Nem ele. Ah, bem, esqueci-me de continuar a apresentá-lo. Além de inconstante e
perdido era rejeitado. Mas não me digas que ele era bem aceito, por favor, pois
ele não era. Devo concordar que sempre foi um dos que recebiam os melhores
tratamentos, já que tratava a qualquer um da melhor maneira possível, mas não
era visto como achava que deveria ser. Nada muito espalhafatoso e gritante, mas
algo mais simples, talvez um pouco mais além de um “Oi, tudo bem?”. Mas não, não se culpe, ele nunca manifestou
necessidade disso, não é? Sei que não, era muito sem defeitos para demonstrar
tamanha carência interior. Carente, isso sim ele era, entretanto supria isso da
melhor forma que sabia, ajudando aos outros. Era só falar, lá estava ele. Era
sonhador, queria melhorar o mundo por si só e agarrava a essa ideia de todas as
maneiras. Pobre coitado, fazia tanto e ao mesmo tempo não fazia nada. Tanto
para tantos e nada para ele. Mas estava decidido a por fim a isso tudo e
resolveu deixar seus horários e seguir sem direção, dessa vez fisicamente.
Andou quilômetros e mais quilômetros até se dar conta que não era assim, não
era o que ele queria. Para ser sincero, ele queria poder rasgar a si próprio
até ficar em pedacinhos, porque queria que os outros o vissem como era, e ele
era assim. Contudo não conseguiria fazer isso, e estava triste, ou era triste,
não sei ao certo. Pois bem, fez uma
revista em seu passado e em suas atitudes passadas e tudo se demonstrava na
mais perfeita ordem. Por que sempre tão correto? Não sabia nem ao menos o
motivo de tantas ações socialmente elogiáveis. Mas ele realmente gostava
daquilo, gostava de se sentir útil aos outros, até porque não era útil para si próprio.

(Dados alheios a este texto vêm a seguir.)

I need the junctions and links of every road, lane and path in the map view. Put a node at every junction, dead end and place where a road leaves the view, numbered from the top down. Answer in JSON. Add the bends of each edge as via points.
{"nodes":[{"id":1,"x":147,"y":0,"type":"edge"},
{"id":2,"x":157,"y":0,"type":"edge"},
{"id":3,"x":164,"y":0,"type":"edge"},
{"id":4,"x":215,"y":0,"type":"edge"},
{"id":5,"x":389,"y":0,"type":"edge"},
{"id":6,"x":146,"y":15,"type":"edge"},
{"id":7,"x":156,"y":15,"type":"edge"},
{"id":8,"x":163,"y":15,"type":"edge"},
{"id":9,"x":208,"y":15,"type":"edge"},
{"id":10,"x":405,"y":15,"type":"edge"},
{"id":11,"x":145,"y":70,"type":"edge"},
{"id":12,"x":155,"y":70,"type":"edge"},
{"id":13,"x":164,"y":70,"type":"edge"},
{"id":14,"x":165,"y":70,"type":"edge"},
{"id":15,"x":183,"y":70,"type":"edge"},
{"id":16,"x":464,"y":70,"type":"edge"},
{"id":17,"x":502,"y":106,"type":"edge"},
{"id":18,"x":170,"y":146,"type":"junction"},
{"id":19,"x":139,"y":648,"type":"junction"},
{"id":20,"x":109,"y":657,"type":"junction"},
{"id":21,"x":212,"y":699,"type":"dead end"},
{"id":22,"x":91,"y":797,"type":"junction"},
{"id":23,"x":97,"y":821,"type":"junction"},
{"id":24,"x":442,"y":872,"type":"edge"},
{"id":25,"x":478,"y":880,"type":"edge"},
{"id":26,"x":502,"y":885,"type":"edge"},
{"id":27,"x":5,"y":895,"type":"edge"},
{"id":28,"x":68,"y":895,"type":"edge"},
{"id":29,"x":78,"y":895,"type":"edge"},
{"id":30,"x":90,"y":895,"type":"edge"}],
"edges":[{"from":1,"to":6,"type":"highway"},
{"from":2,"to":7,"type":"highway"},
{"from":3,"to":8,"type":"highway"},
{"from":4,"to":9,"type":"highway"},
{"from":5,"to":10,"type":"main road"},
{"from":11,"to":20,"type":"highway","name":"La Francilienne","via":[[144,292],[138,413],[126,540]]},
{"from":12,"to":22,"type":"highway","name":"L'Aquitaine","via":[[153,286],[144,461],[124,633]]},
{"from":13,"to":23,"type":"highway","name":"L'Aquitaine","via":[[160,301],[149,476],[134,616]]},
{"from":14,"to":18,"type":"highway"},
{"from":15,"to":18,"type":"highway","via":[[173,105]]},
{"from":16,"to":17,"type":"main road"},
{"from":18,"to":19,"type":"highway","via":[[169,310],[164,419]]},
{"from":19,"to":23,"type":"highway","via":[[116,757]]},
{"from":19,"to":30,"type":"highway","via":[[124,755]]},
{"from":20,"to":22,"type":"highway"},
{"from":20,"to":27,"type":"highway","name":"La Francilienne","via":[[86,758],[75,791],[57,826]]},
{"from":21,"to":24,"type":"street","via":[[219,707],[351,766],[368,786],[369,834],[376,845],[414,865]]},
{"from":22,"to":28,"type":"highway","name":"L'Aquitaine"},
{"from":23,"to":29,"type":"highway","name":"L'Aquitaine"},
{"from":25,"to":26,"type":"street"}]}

Refletiu mais um pouco e viu que alguma coisa nele fazia sentido. Ele gostava
de ser ele, pelo menos um pouco. Que fosse um perdido para os alheios, mas que
estivesse pleno de si, era esse o ponto no qual iria se assegurar. Firmou-se
nisso e voltou, agora decidido a se auto-afirmar. E fez isso. Descobriu-se a
cada dia um pouco e passou a se olhar de maneira diferente. Dizia que, depois
de tanto refletir sobre sua vida, não queria ter que por fim à ela e resolveu
solucionar seus problemas da maneira mais simples que sabia. Por um tempo bem
que ele conseguiu, mas, mais do que conseguir, ele pode conviver com si mesmo
sem se achar um estranho desesperado por salvação. Contudo, mesmo assim, ele
sabe que no fundo o estranho continua lá, com uma grande quantidade de espaço
reduzida, mas à espera de algum imprevisto para entrar em ação e ser revogado,
pois disso ele era feito, e isso era o que ele não queria aceitar.